* EXERCISE *
Working from the records beneath this line, reproduce each one exactly.

▬▬▬▬▬▬

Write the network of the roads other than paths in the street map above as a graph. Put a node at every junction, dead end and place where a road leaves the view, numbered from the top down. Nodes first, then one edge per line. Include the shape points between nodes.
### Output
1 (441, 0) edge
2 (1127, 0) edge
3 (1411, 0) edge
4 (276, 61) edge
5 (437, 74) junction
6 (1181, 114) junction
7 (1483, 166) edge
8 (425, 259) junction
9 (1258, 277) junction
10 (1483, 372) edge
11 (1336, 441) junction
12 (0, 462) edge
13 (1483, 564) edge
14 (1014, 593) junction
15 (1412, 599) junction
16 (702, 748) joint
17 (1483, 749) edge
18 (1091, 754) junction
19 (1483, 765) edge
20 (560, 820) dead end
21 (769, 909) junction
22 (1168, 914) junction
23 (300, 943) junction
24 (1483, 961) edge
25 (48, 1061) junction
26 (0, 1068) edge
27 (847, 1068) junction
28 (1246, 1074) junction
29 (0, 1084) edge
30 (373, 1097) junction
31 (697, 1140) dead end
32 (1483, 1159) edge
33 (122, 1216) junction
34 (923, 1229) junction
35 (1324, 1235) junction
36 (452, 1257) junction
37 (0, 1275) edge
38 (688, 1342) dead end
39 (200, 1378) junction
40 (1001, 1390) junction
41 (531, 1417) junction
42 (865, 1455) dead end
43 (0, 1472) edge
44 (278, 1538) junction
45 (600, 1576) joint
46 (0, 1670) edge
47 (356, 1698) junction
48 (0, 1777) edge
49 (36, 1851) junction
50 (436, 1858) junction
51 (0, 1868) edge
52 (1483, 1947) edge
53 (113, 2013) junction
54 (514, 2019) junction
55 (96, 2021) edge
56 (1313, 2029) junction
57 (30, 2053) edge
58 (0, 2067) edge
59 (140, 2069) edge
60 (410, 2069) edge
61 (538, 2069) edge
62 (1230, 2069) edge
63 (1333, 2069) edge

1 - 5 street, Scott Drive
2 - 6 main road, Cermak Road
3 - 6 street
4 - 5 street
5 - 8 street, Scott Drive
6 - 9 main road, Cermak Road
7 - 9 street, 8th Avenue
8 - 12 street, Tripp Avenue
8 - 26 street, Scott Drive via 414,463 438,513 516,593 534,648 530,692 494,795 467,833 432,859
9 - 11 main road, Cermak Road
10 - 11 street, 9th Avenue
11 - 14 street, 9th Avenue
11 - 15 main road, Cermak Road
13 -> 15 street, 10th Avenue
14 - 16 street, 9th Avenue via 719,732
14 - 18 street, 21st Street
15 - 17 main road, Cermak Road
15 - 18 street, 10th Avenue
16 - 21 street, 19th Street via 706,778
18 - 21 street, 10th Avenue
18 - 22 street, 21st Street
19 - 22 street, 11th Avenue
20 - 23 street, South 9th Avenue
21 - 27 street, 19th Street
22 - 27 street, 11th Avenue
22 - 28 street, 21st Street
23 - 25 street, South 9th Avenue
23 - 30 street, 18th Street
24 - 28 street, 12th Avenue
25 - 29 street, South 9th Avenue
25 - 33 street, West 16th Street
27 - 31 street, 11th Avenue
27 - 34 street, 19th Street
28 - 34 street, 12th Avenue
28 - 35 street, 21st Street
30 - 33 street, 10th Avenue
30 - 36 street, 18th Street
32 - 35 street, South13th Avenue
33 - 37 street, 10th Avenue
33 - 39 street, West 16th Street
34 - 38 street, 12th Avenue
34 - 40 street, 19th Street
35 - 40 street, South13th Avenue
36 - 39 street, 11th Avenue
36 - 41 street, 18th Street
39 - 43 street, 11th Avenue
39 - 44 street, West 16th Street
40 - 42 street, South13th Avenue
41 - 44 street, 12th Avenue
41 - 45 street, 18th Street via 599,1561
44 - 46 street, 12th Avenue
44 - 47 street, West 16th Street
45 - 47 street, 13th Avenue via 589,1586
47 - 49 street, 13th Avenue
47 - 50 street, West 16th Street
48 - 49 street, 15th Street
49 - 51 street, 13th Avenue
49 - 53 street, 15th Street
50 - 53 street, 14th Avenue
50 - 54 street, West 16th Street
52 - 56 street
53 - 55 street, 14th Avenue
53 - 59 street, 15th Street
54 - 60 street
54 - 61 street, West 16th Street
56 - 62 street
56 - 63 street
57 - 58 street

▬▬▬▬▬▬

* RESULT OF THE TASK *
Write the network of the roads other than paths in the street map above as a graph. Put a node at every junction, dead end and place where a road leaves the view, numbered from the top down. Nodes first, then one edge per line. Include the shape points between nodes.
### Output
1 (441, 0) edge
2 (1127, 0) edge
3 (1411, 0) edge
4 (276, 61) edge
5 (437, 74) junction
6 (1181, 114) junction
7 (1483, 166) edge
8 (425, 259) junction
9 (1258, 277) junction
10 (1483, 372) edge
11 (1336, 441) junction
12 (0, 462) edge
13 (1483, 564) edge
14 (1014, 593) junction
15 (1412, 599) junction
16 (702, 748) joint
17 (1483, 749) edge
18 (1091, 754) junction
19 (1483, 765) edge
20 (560, 820) dead end
21 (769, 909) junction
22 (1168, 914) junction
23 (300, 943) junction
24 (1483, 961) edge
25 (48, 1061) junction
26 (0, 1068) edge
27 (847, 1068) junction
28 (1246, 1074) junction
29 (0, 1084) edge
30 (373, 1097) junction
31 (697, 1140) dead end
32 (1483, 1159) edge
33 (122, 1216) junction
34 (923, 1229) junction
35 (1324, 1235) junction
36 (452, 1257) junction
37 (0, 1275) edge
38 (688, 1342) dead end
39 (200, 1378) junction
40 (1001, 1390) junction
41 (531, 1417) junction
42 (865, 1455) dead end
43 (0, 1472) edge
44 (278, 1538) junction
45 (600, 1576) joint
46 (0, 1670) edge
47 (356, 1698) junction
48 (0, 1777) edge
49 (36, 1851) junction
50 (436, 1858) junction
51 (0, 1868) edge
52 (1483, 1947) edge
53 (113, 2013) junction
54 (514, 2019) junction
55 (96, 2021) edge
56 (1313, 2029) junction
57 (30, 2053) edge
58 (0, 2067) edge
59 (140, 2069) edge
60 (410, 2069) edge
61 (538, 2069) edge
62 (1230, 2069) edge
63 (1333, 2069) edge

1 - 5 street, Scott Drive
2 - 6 main road, Cermak Road
3 - 6 street
4 - 5 street
5 - 8 street, Scott Drive
6 - 9 main road, Cermak Road
7 - 9 street, 8th Avenue
8 - 12 street, Tripp Avenue
8 - 26 street, Scott Drive via 414,463 438,513 516,593 534,648 530,692 494,795 467,833 432,859
9 - 11 main road, Cermak Road
10 - 11 street, 9th Avenue
11 - 14 street, 9th Avenue
11 - 15 main road, Cermak Road
13 -> 15 street, 10th Avenue
14 - 16 street, 9th Avenue via 719,732
14 - 18 street, 21st Street
15 - 17 main road, Cermak Road
15 - 18 street, 10th Avenue
16 - 21 street, 19th Street via 706,778
18 - 21 street, 10th Avenue
18 - 22 street, 21st Street
19 - 22 street, 11th Avenue
20 - 23 street, South 9th Avenue
21 - 27 street, 19th Street
22 - 27 street, 11th Avenue
22 - 28 street, 21st Street
23 - 25 street, South 9th Avenue
23 - 30 street, 18th Street
24 - 28 street, 12th Avenue
25 - 29 street, South 9th Avenue
25 - 33 street, West 16th Street
27 - 31 street, 11th Avenue
27 - 34 street, 19th Street
28 - 34 street, 12th Avenue
28 - 35 street, 21st Street
30 - 33 street, 10th Avenue
30 - 36 street, 18th Street
32 - 35 street, South13th Avenue
33 - 37 street, 10th Avenue
33 - 39 street, West 16th Street
34 - 38 street, 12th Avenue
34 - 40 street, 19th Street
35 - 40 street, South13th Avenue
36 - 39 street, 11th Avenue
36 - 41 street, 18th Street
39 - 43 street, 11th Avenue
39 - 44 street, West 16th Street
40 - 42 street, South13th Avenue
41 - 44 street, 12th Avenue
41 - 45 street, 18th Street via 599,1561
44 - 46 street, 12th Avenue
44 - 47 street, West 16th Street
45 - 47 street, 13th Avenue via 589,1586
47 - 49 street, 13th Avenue
47 - 50 street, West 16th Street
48 - 49 street, 15th Street
49 - 51 street, 13th Avenue
49 - 53 street, 15th Street
50 - 53 street, 14th Avenue
50 - 54 street, West 16th Street
52 - 56 street
53 - 55 street, 14th Avenue
53 - 59 street, 15th Street
54 - 60 street
54 - 61 street, West 16th Street
56 - 62 street
56 - 63 street
57 - 58 street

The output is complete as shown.